AND THEN I WROTE ...

Duh!
The experts last week declared the drought in Iowa officially over.
Those of us in northeast Iowa sort of knew that, didn't we? In fact, we probably came to that conclusion about a month ago. Right after the first of a series of flood warnings was issued for the area. Since then, it has rained more days than it has not, and some of those rains were not gentle soakers, but wind-driven cloudbursts providing an inch or two or three or more water.
Those were our first clues that perhaps the weather forecasters were wrong when they said in early spring that the months of June, July and August would be bone dry in the middlewest.

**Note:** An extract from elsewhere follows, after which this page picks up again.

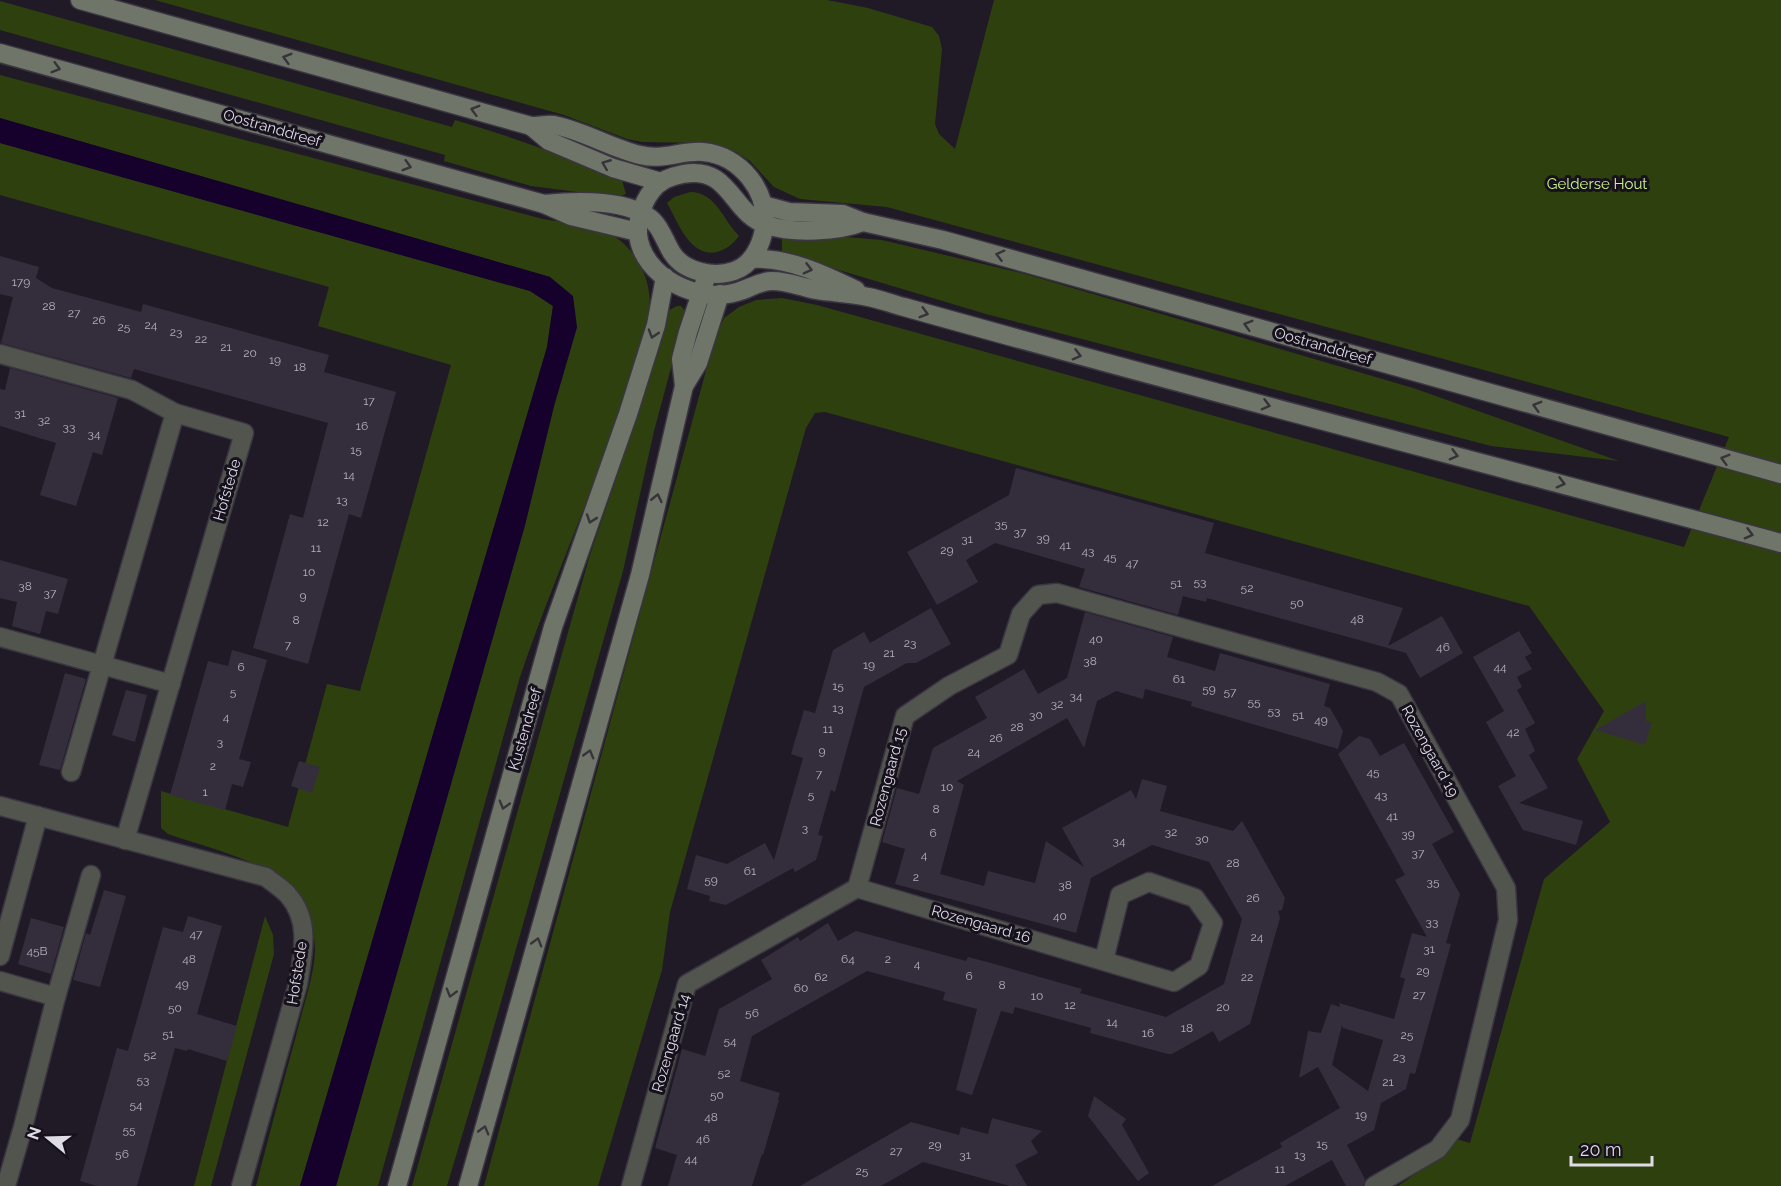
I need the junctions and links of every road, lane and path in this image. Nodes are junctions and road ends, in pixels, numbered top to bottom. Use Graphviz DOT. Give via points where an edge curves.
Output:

They as much as hinted it would not even be worthwhile to plant a crop, since it would all be burned away by drought by the middle of July or early August.
Instead, we have had a rain forest atmosphere.
Today's long range (five days) forecast says we might have a day without rain, but it will rain again tonight and tomorrow, "possibly heavy" once again. Then, a day off from rain, followed by a three-day weekend of rain, possibly heavy, every day. Several more inches of drought relief.
Personally, I blame the bad information on Al Gore. Didn't he invent weather, too? After the Internet?
Gore did write a scare book about the environment, and it would be helpful for his campaign if the facts proved his hypotheses correct.
Actually, he talks more about global warming than drought.
But recent articles have surfaced to prove that the government has never gotten that right, either. The federal government has declared global warming to be a crisis in the making. However, writers doing their research have come up with governmental predictions made a quarter century ago, carried by all the major news media, warning of a new ice age. Global cooling, if you will.
Now, even those dire predictions about warming are estimating a degree per century on average. Which would be serious enough, if true. But anyone with any common sense about science would find it incredulous that the government could have gone from predictions of too cold to too warm in 30 years!
The only apparent answer is that scientists are wrong today or were wrong a few years back. Or that someone is intentionally manipulating the data to make a point. Back to Gore again?
The real truth is that scientists don't know and can't confidently predict with any degree of success. Man's efforts are indeed puny when trying to figure out Nature's scheme of things.
Weather forecasters recently announced they were working on a sophisticated system which should be able to predict the Earth's weather up to a year in advance. This from the same guys who can't make an accurate five-day prediction today. Or who are often wrong in the morning about what the weather is going to do in the afternoon. My grandmother could have wet a finger and held it up to the wind and done as well at predicting.
But we tend to believe the forecasters, because they have technical equipment we as individuals do not possess. And unlike years ago, they can show us the isobars and radar images and draw little arrows to show which way things are moving. Trouble is, the Great Mover in the meantime often changes things.
Maybe the government's predictions gone wrong are best evidence that the long view is correct. With our tropical rain forest conditions this summer, perhaps farmers should be considering bananas or mangoes or plantains for future crop seasons here in Iowa.
Meanwhile, I had best get this column done and delivered to the office. Since the forecast for this afternoon calls for clear skies, there is almost certainly going to be a storm!